Mystery zero-day in Chrome – update now!

Google has issued an update for its widespread Chrome browser to fix three security holes.

Unfortunately, one of those holes is what’s known as a zero-day: a bug that was already being exploited by cyerbcrooks before Google tracked it down and fixed it.

Google, which is often vociferous about bugs and how they work, especially those found by its own Project Zero and Threat Analysis teams, is playing its cards close to its chest in this case.

As the company’s update notification says:

Access to bug details and links may be kept restricted until a majority of users are updated with a fix. We will also retain restrictions if the bug exists in a third party library that other projects similarly depend on, but haven’t yet fixed.

We’re guessing that Google is worried that giving away too much at this stage might encourage additional attackers – ones who haven’t figured this bug out yet – to try to get in on the act.

If those crooks know other Bad Guys have already figured out how to exploit this vulnerability for active attacks, then they know that there’s more than just a theoretical chance of abusing the bug if they happen to rediscover it themselves.

So far, then, Google has only offered this comment about the vulnerability:

CVE-2020-6418: Type confusion in V8. Reported by Clement Lecigne of Google’s Threat Analysis Group on 2020-02-18

Google is aware of reports that an exploit for CVE-2020-6418 exists in the wild.

Two researchers at a business called Exodus Intelligence have already published a proof-of-concept exploit, which they devised by studying recent changes in the V8 source code. Fortunately, their example requires you to visit a web page using Chrome with its so-called sandbox protection turned off. In regular use, however, Chrome runs with its protective sandbox enabled, so even if this proof-of-concept exploit were to trigger the bug, it couldn’t then grab control from the browser to run malware code of an attacker’s choosing. We assume that Google’s statement about an exploit “in the wild” refers to an attack that works even if Chrome is run in the usual way.

To explain.

A type confusion bug is where you are able trick a program into saving data for one purpose (data type A) but then using it later for a different purpose (data type B).

Imagine that a program is very careful about what values it allows you to store into memory when you are treating it as type B.

For example, if a ‘type B’ memory location keeps track of a memory address (a pointer, to use the jargon word), then the program will probably go to great lengths to stop you modifying it however you like.

Otherwise, you might end up with the power to read secret data from memory locations you aren’t supposed to access, or to execute unknown and untrusted program code such as malware.

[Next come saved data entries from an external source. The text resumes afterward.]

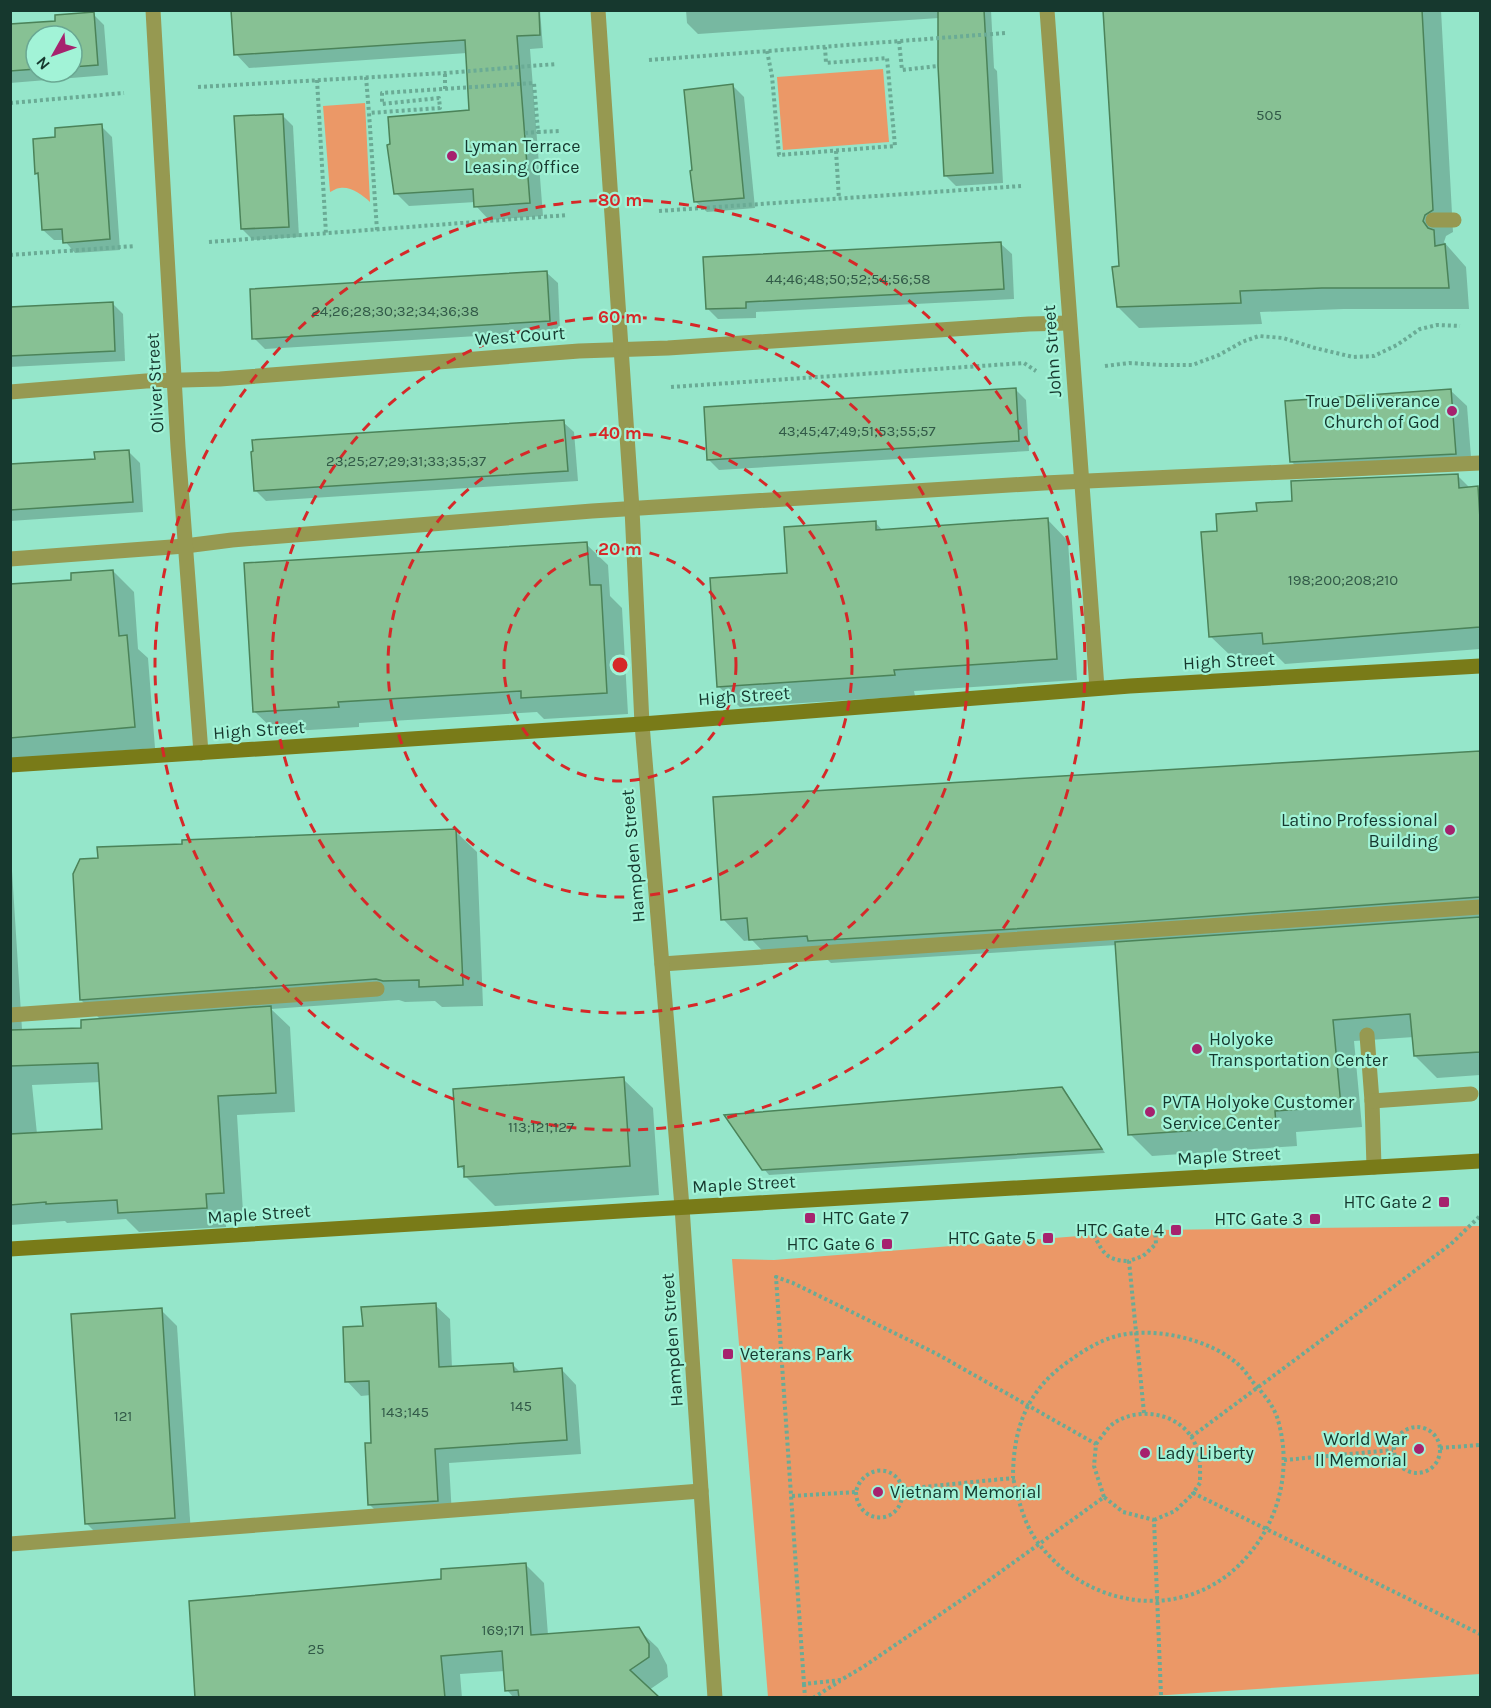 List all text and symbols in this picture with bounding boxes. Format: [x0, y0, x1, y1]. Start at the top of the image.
north arrow [24, 24, 84, 84]
text: N [32, 53, 54, 74]
house number: 505 [1256, 106, 1282, 124]
place label: Lyman Terrace Leasing Office [464, 135, 581, 178]
marker: Lyman Terrace Leasing Office [445, 149, 459, 163]
text: 80 m [598, 189, 642, 211]
house number: 44;46;48;50;52;54;56;58 [766, 270, 930, 288]
house number: 24;26;28;30;32;34;36;38 [311, 302, 479, 320]
street label: John Street [1038, 304, 1066, 398]
text: 60 m [598, 306, 642, 328]
street label: West Court [474, 322, 566, 350]
street label: Oliver Street [141, 332, 169, 434]
place label: True Deliverance Church of God [1306, 390, 1440, 433]
marker: True Deliverance Church of God [1445, 404, 1459, 418]
text: 40 m [598, 422, 642, 444]
house number: 43;45;47;49;51;53;55;57 [778, 422, 936, 440]
house number: 23;25;27;29;31;33;35;37 [326, 452, 486, 470]
text: 20 m [598, 538, 642, 560]
house number: 198;200;208;210 [1288, 571, 1398, 589]
street label: High Street [1182, 648, 1276, 674]
centre of rings [610, 655, 630, 675]
street label: High Street [697, 682, 791, 710]
street label: High Street [212, 716, 306, 744]
street label: Hampden Street [616, 788, 650, 924]
place label: Latino Professional Building [1281, 809, 1438, 852]
marker: Latino Professional Building [1443, 823, 1457, 837]
place label: Holyoke Transportation Center [1209, 1028, 1388, 1071]
marker: Holyoke Transportation Center [1190, 1042, 1204, 1056]
place label: PVTA Holyoke Customer Service Center [1162, 1091, 1355, 1134]
marker: PVTA Holyoke Customer Service Center [1143, 1105, 1157, 1119]
house number: 113;121;127 [508, 1118, 574, 1136]
street label: Maple Street [1177, 1142, 1282, 1170]
street label: Maple Street [692, 1170, 797, 1198]
place label: HTC Gate 2 [1343, 1191, 1432, 1213]
marker: HTC Gate 2 [1437, 1195, 1451, 1209]
street label: Maple Street [207, 1199, 312, 1229]
place label: HTC Gate 7 [822, 1207, 909, 1229]
place label: HTC Gate 3 [1214, 1208, 1303, 1230]
marker: HTC Gate 7 [803, 1211, 817, 1225]
marker: HTC Gate 3 [1308, 1212, 1322, 1226]
place label: HTC Gate 4 [1076, 1219, 1164, 1241]
marker: HTC Gate 4 [1169, 1223, 1183, 1237]
place label: HTC Gate 5 [948, 1227, 1036, 1249]
marker: HTC Gate 5 [1041, 1231, 1055, 1245]
place label: HTC Gate 6 [787, 1233, 875, 1255]
marker: HTC Gate 6 [880, 1237, 894, 1251]
street label: Hampden Street [656, 1272, 688, 1407]
place label: Veterans Park [740, 1343, 852, 1365]
marker: Veterans Park [721, 1347, 735, 1361]
house number: 145 [510, 1397, 532, 1415]
house number: 143;145 [381, 1403, 429, 1421]
house number: 121 [114, 1407, 132, 1425]
place label: World War II Memorial [1315, 1428, 1407, 1471]
place label: Lady Liberty [1157, 1442, 1255, 1464]
marker: World War II Memorial [1412, 1442, 1426, 1456]
marker: Lady Liberty [1138, 1446, 1152, 1460]
place label: Vietnam Memorial [890, 1481, 1041, 1503]
marker: Vietnam Memorial [871, 1485, 885, 1499]
house number: 169;171 [481, 1621, 525, 1639]
house number: 25 [307, 1640, 325, 1658] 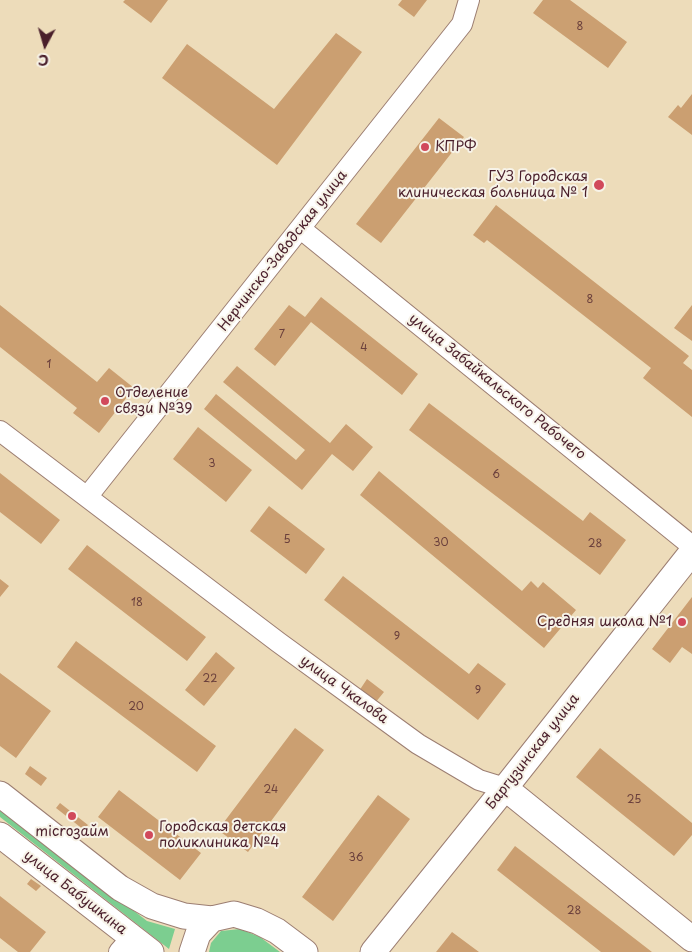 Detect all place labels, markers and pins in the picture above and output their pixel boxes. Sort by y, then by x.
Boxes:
place label: КПРФ [435,139,476,155]
marker: КПРФ [419,141,431,153]
place label: ГУЗ Городская клиническая больница № 1 [398,169,588,202]
marker: ГУЗ Городская клиническая больница № 1 [592,178,606,192]
place label: Отделение связи №39 [115,385,192,418]
marker: Отделение связи №39 [99,395,111,407]
place label: Средняя школа №1 [537,614,672,630]
marker: Средняя школа №1 [676,616,688,628]
marker: microзайм [66,810,78,822]
place label: Городская детская поликлиника №4 [159,819,286,852]
place label: microзайм [35,824,109,840]
marker: Городская детская поликлиника №4 [143,829,155,841] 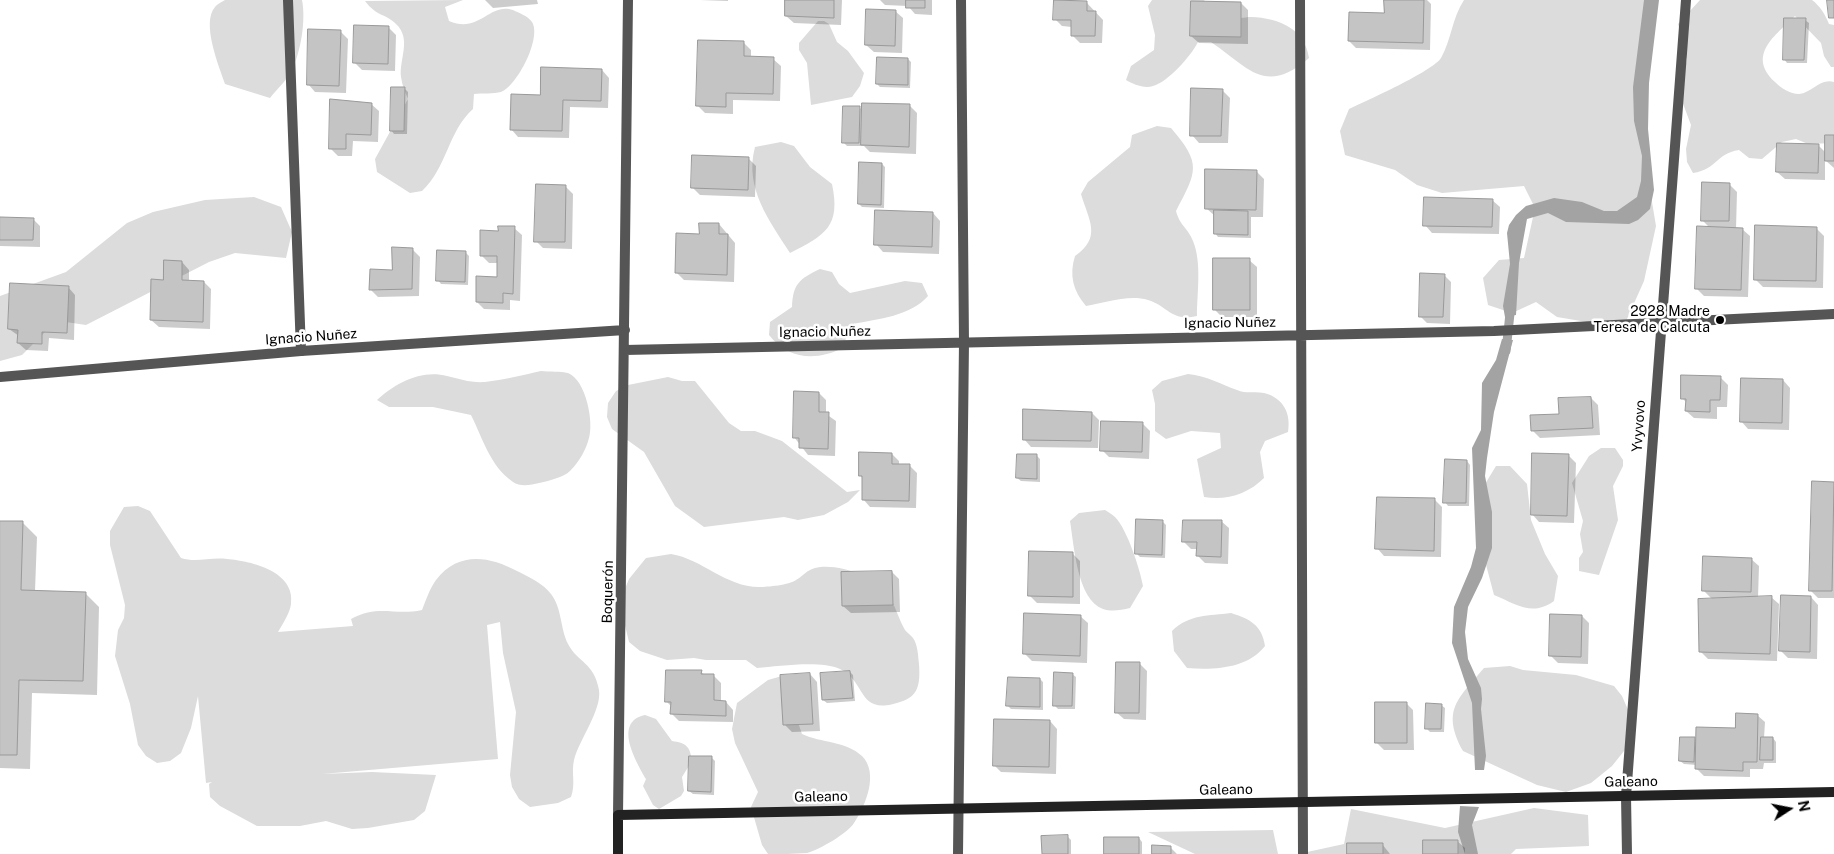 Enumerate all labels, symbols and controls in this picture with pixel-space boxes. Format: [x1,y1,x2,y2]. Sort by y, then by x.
place label: 2928 Madre Teresa de Calcuta [1594,304,1710,336]
street label: Ignacio Nuñez [1184,314,1276,332]
marker: 2928 Madre Teresa de Calcuta [1714,314,1726,326]
street label: Ignacio Nuñez [779,323,871,341]
street label: Ignacio Nuñez [265,325,357,349]
street label: Yvyvovo [1629,399,1649,453]
street label: Boquerón [599,560,617,624]
street label: Galeano [1604,773,1658,791]
street label: Galeano [1199,781,1253,799]
north arrow [1764,784,1814,834]
street label: Galeano [794,788,848,806]
text: N [1795,799,1813,813]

On the other hand, a memory location that’s used to store something such as a colour you just chose from a menu might happily accept any value you like, such as 0x00000000 (meaning completely transparent) all the way to 0xFFFFFFFF (meaning bright white and totally opaque).

So if you can get the program to let you write to memory under the low-risk assumption that it is storing a colour, but later to use that “colour” as what it thinks is a trusted memory address in order to transfer program execution into your malware code…

…you just used type confusion to bypass the security checks that should have been applied to the memory pointer.

(For performance reasons, a lot of software verifies the safety of data when its value is modified, not every time it is used, on the grounds that if the data was safe when it was saved, it should remain safe until the next time it is modified.)

What’s V8?

V8, in case you are wondering, is the JavaScript “engine” that is built into the Chrome browser.

Numerous other projects use V8, notably the node.js software development system, widely used these days for server programming, and Microsoft’s new-but-not-quite-official-yet variant of its Edge browser, which is based on Google’s V8 engine rather than Microsoft’s own ChakraCore JavaScript system.

We’re assuming that if other V8-based applications do turn out to share this bug, they will soon be patched too – but as far as we know now [2020-02-25T18:50Z], the in-the-wild exploit only applies to V8 as used in Chrome itself.

What to do?

As Google reports:

The [regular release version] has been updated to 80.0.3987.122 for Windows, Mac, and Linux, which will roll out over the coming days/weeks.

However, given what seems to be a clear and present danger in this case, we suggest that you don’t wait for your Chrome to get round to updating by itself – go and check for yourself if you’re up-to-date.

And remember, patch early, patch often, especially if the crooks are already ahead of you!